SUPPLIED INFORMATION

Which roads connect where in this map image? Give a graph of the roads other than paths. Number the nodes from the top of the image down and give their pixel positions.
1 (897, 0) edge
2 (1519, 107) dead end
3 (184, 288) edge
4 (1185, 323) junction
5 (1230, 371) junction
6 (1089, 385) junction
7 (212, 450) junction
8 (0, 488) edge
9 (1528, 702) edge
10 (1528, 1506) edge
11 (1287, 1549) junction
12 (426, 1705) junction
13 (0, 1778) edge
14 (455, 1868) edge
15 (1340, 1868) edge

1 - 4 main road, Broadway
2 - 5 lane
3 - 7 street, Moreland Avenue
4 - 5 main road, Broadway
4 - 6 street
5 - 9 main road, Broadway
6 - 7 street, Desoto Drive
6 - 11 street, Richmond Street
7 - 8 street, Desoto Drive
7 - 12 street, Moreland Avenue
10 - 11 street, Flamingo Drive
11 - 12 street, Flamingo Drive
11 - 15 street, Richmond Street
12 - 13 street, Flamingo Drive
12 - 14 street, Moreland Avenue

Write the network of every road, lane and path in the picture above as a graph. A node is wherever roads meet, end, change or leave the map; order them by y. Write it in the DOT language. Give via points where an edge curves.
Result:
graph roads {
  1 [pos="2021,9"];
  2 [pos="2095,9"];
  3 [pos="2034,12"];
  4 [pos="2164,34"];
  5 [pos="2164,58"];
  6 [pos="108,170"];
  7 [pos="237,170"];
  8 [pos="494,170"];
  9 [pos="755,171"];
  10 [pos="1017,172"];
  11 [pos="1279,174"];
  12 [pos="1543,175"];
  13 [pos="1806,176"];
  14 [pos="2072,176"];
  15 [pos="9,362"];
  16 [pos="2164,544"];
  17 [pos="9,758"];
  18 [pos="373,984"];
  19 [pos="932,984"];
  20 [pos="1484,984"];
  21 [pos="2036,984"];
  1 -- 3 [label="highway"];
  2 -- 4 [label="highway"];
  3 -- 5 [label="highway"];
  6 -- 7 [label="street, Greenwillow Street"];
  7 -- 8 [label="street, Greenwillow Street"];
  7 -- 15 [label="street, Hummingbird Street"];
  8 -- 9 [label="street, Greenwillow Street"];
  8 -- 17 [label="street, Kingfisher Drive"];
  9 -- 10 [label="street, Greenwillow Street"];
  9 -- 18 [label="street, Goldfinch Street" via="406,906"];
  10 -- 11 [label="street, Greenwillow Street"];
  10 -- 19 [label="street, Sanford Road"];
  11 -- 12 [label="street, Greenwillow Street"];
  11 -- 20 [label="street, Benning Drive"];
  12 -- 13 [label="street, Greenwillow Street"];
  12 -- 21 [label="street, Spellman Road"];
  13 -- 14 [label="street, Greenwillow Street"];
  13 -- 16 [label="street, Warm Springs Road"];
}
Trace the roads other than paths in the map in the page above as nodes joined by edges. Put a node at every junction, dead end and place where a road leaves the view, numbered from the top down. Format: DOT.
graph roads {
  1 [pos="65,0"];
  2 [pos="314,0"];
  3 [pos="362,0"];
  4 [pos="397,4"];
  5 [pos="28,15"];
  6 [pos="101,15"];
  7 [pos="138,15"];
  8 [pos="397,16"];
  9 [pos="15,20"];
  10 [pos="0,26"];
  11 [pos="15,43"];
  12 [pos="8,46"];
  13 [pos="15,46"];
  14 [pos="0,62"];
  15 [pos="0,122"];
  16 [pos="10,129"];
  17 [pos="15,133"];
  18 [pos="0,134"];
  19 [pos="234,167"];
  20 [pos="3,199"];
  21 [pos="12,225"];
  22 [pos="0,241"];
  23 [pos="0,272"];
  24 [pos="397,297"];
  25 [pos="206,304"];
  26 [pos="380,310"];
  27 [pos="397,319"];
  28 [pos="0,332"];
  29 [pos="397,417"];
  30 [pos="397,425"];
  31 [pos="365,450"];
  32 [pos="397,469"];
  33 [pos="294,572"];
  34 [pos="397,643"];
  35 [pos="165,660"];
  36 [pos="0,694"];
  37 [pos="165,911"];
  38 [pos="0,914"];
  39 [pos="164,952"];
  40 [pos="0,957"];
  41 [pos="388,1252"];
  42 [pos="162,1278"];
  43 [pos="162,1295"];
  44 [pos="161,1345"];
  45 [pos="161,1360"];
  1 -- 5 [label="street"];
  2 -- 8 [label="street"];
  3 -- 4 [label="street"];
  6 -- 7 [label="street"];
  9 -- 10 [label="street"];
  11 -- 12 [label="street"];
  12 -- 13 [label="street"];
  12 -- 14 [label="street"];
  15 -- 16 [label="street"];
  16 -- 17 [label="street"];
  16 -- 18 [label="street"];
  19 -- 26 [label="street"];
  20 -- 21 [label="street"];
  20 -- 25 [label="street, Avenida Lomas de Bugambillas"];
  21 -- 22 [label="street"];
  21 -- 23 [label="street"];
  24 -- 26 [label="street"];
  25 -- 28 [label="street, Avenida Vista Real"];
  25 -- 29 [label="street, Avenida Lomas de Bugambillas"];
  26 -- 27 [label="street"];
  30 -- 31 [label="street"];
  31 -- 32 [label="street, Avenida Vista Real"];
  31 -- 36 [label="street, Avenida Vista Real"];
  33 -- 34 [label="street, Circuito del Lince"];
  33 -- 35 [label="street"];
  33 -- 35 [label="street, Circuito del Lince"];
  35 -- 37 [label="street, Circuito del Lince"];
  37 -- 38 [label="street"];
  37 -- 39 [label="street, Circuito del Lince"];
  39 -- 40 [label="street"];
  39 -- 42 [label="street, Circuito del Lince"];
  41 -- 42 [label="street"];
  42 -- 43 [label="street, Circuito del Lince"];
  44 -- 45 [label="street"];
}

WHAT THE TASK ASKS
An exact reproduction of the listing is needed.

RESPONSE BELOW
Which roads connect where in this map image? Give a graph of the roads other than paths. Number the nodes from the top of the image down and give their pixel positions.
1 (897, 0) edge
2 (1519, 107) dead end
3 (184, 288) edge
4 (1185, 323) junction
5 (1230, 371) junction
6 (1089, 385) junction
7 (212, 450) junction
8 (0, 488) edge
9 (1528, 702) edge
10 (1528, 1506) edge
11 (1287, 1549) junction
12 (426, 1705) junction
13 (0, 1778) edge
14 (455, 1868) edge
15 (1340, 1868) edge

1 - 4 main road, Broadway
2 - 5 lane
3 - 7 street, Moreland Avenue
4 - 5 main road, Broadway
4 - 6 street
5 - 9 main road, Broadway
6 - 7 street, Desoto Drive
6 - 11 street, Richmond Street
7 - 8 street, Desoto Drive
7 - 12 street, Moreland Avenue
10 - 11 street, Flamingo Drive
11 - 12 street, Flamingo Drive
11 - 15 street, Richmond Street
12 - 13 street, Flamingo Drive
12 - 14 street, Moreland Avenue

Write the network of every road, lane and path in the picture above as a graph. A node is wherever roads meet, end, change or leave the map; order them by y. Write it in the DOT language. Give via points where an edge curves.
Result:
graph roads {
  1 [pos="2021,9"];
  2 [pos="2095,9"];
  3 [pos="2034,12"];
  4 [pos="2164,34"];
  5 [pos="2164,58"];
  6 [pos="108,170"];
  7 [pos="237,170"];
  8 [pos="494,170"];
  9 [pos="755,171"];
  10 [pos="1017,172"];
  11 [pos="1279,174"];
  12 [pos="1543,175"];
  13 [pos="1806,176"];
  14 [pos="2072,176"];
  15 [pos="9,362"];
  16 [pos="2164,544"];
  17 [pos="9,758"];
  18 [pos="373,984"];
  19 [pos="932,984"];
  20 [pos="1484,984"];
  21 [pos="2036,984"];
  1 -- 3 [label="highway"];
  2 -- 4 [label="highway"];
  3 -- 5 [label="highway"];
  6 -- 7 [label="street, Greenwillow Street"];
  7 -- 8 [label="street, Greenwillow Street"];
  7 -- 15 [label="street, Hummingbird Street"];
  8 -- 9 [label="street, Greenwillow Street"];
  8 -- 17 [label="street, Kingfisher Drive"];
  9 -- 10 [label="street, Greenwillow Street"];
  9 -- 18 [label="street, Goldfinch Street" via="406,906"];
  10 -- 11 [label="street, Greenwillow Street"];
  10 -- 19 [label="street, Sanford Road"];
  11 -- 12 [label="street, Greenwillow Street"];
  11 -- 20 [label="street, Benning Drive"];
  12 -- 13 [label="street, Greenwillow Street"];
  12 -- 21 [label="street, Spellman Road"];
  13 -- 14 [label="street, Greenwillow Street"];
  13 -- 16 [label="street, Warm Springs Road"];
}
Trace the roads other than paths in the map in the page above as nodes joined by edges. Put a node at every junction, dead end and place where a road leaves the view, numbered from the top down. Format: DOT.
graph roads {
  1 [pos="65,0"];
  2 [pos="314,0"];
  3 [pos="362,0"];
  4 [pos="397,4"];
  5 [pos="28,15"];
  6 [pos="101,15"];
  7 [pos="138,15"];
  8 [pos="397,16"];
  9 [pos="15,20"];
  10 [pos="0,26"];
  11 [pos="15,43"];
  12 [pos="8,46"];
  13 [pos="15,46"];
  14 [pos="0,62"];
  15 [pos="0,122"];
  16 [pos="10,129"];
  17 [pos="15,133"];
  18 [pos="0,134"];
  19 [pos="234,167"];
  20 [pos="3,199"];
  21 [pos="12,225"];
  22 [pos="0,241"];
  23 [pos="0,272"];
  24 [pos="397,297"];
  25 [pos="206,304"];
  26 [pos="380,310"];
  27 [pos="397,319"];
  28 [pos="0,332"];
  29 [pos="397,417"];
  30 [pos="397,425"];
  31 [pos="365,450"];
  32 [pos="397,469"];
  33 [pos="294,572"];
  34 [pos="397,643"];
  35 [pos="165,660"];
  36 [pos="0,694"];
  37 [pos="165,911"];
  38 [pos="0,914"];
  39 [pos="164,952"];
  40 [pos="0,957"];
  41 [pos="388,1252"];
  42 [pos="162,1278"];
  43 [pos="162,1295"];
  44 [pos="161,1345"];
  45 [pos="161,1360"];
  1 -- 5 [label="street"];
  2 -- 8 [label="street"];
  3 -- 4 [label="street"];
  6 -- 7 [label="street"];
  9 -- 10 [label="street"];
  11 -- 12 [label="street"];
  12 -- 13 [label="street"];
  12 -- 14 [label="street"];
  15 -- 16 [label="street"];
  16 -- 17 [label="street"];
  16 -- 18 [label="street"];
  19 -- 26 [label="street"];
  20 -- 21 [label="street"];
  20 -- 25 [label="street, Avenida Lomas de Bugambillas"];
  21 -- 22 [label="street"];
  21 -- 23 [label="street"];
  24 -- 26 [label="street"];
  25 -- 28 [label="street, Avenida Vista Real"];
  25 -- 29 [label="street, Avenida Lomas de Bugambillas"];
  26 -- 27 [label="street"];
  30 -- 31 [label="street"];
  31 -- 32 [label="street, Avenida Vista Real"];
  31 -- 36 [label="street, Avenida Vista Real"];
  33 -- 34 [label="street, Circuito del Lince"];
  33 -- 35 [label="street"];
  33 -- 35 [label="street, Circuito del Lince"];
  35 -- 37 [label="street, Circuito del Lince"];
  37 -- 38 [label="street"];
  37 -- 39 [label="street, Circuito del Lince"];
  39 -- 40 [label="street"];
  39 -- 42 [label="street, Circuito del Lince"];
  41 -- 42 [label="street"];
  42 -- 43 [label="street, Circuito del Lince"];
  44 -- 45 [label="street"];
}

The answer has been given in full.